Licensed-Assisted Access (LAA) is a key milestone on the road to 5G, delivering speeds of above 1 Gbps. LAA is an LTE feature that leverages the free 5 GHz unlicensed band in combination with licensed spectrum to deliver a performance boost for mobile users.
Furthermore, how does LTE LAA work?
The idea behind LAA is to let 5GHz services do the mobile data 'hard work', particularly within indoor spaces where it will be deployed via small cells alongside 3G and LTE. Simply put, it uses carrier aggregation in the downlink to combine LTE in unlicensed spectrum (5GHz) with LTE in the licensed band.
Secondly, what GHz is LTE?
So, FM radio, which transmits just audio, typically broadcasts at between 87.5 to 108.0 MHz, but LTE — which is responsible for far larger data — streams between 700 MHz to 2,100 MHz (i.e., 2.1 GHz).

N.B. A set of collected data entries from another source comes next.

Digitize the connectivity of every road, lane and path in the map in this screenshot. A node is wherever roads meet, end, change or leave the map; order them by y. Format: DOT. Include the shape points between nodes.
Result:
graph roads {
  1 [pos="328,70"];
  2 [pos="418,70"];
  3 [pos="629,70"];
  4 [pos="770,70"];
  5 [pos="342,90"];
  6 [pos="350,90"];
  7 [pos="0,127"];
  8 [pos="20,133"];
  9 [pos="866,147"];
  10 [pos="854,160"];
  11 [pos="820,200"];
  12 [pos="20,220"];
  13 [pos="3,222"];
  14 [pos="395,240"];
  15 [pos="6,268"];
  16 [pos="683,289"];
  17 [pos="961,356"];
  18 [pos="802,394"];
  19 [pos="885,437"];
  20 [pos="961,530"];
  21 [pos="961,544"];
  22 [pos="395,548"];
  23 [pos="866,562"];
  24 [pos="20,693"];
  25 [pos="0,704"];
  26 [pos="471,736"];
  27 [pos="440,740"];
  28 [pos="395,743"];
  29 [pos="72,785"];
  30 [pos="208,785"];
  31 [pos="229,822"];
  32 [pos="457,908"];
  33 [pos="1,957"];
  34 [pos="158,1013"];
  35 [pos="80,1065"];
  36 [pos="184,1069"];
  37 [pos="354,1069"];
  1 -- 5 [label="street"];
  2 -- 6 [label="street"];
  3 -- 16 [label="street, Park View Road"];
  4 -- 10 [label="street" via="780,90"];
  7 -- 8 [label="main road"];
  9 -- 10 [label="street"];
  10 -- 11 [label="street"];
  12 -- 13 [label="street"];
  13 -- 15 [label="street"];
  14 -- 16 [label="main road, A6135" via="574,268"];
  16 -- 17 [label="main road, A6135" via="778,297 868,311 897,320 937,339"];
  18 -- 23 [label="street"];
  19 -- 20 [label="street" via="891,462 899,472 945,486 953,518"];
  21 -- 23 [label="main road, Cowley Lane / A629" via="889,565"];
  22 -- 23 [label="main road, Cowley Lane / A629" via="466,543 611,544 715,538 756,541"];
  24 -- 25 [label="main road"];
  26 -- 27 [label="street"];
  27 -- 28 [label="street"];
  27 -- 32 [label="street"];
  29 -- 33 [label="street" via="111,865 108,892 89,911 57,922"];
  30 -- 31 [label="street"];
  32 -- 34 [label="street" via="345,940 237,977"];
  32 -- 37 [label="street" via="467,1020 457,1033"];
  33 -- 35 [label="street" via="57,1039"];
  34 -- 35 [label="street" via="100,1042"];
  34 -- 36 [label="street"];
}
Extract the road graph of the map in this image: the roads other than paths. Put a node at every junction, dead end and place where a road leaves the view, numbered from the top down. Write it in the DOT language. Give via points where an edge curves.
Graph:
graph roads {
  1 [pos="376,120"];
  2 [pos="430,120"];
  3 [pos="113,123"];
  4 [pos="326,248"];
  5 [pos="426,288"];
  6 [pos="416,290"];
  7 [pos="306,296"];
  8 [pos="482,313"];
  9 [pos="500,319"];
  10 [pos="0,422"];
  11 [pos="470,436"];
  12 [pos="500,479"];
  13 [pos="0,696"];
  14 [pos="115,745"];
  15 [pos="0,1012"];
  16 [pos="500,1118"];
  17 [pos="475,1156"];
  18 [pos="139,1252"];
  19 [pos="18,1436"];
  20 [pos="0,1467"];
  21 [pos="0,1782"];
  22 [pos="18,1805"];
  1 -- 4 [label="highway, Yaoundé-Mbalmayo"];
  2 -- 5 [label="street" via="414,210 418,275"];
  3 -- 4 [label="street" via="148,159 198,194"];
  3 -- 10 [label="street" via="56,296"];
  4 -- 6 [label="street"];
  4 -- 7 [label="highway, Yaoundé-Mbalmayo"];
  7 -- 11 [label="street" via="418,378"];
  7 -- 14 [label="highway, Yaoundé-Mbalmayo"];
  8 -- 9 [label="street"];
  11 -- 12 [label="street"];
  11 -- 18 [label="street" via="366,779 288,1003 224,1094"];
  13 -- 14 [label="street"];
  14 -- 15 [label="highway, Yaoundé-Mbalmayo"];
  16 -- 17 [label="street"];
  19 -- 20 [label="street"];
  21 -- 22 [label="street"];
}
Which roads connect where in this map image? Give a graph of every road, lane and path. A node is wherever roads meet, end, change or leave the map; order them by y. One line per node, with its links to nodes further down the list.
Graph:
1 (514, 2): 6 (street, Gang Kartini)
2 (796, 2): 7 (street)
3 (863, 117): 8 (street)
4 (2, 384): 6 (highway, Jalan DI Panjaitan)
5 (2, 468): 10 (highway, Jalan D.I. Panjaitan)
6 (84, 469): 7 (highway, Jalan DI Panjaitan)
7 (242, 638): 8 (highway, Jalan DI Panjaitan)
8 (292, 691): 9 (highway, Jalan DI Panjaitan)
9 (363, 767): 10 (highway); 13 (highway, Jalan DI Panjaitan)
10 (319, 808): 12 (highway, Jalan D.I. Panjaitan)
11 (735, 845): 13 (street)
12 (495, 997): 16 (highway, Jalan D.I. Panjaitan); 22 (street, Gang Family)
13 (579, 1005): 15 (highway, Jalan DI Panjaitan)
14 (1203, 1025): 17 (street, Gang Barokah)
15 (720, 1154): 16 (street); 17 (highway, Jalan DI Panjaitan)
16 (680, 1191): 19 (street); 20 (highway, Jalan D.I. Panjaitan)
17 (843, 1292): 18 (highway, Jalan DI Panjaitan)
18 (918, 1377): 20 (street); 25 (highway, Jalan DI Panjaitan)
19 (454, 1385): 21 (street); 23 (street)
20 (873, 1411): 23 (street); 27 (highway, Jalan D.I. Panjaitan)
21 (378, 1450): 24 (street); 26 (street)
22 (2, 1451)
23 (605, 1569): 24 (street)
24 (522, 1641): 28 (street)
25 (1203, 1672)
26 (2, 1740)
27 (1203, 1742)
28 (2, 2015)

What is the difference between WiFi and LTE?
LTE technologies provide data transfer speeds of between 100 megabits per second(100Mbps) and one Gigabit per second(1Gbps). The Wi-Fi standard specifies data transfer speeds between 11 Mbps, 54Mbps 600 Mbps and 1Gbps depending on the specification. Newer standard WiFi 6 promises speeds of up-to 10Gbps.
What is 5g LTE?
In short, the G stands for generation, so 5G is the collective term for the fifth generation of mobile network technology. LTE stands for Long-Term Evolution, and it's a 4G technology. The newer 5G is not a replacement for 4G, so you'll find LTE and 5G technology working together for the foreseeable future.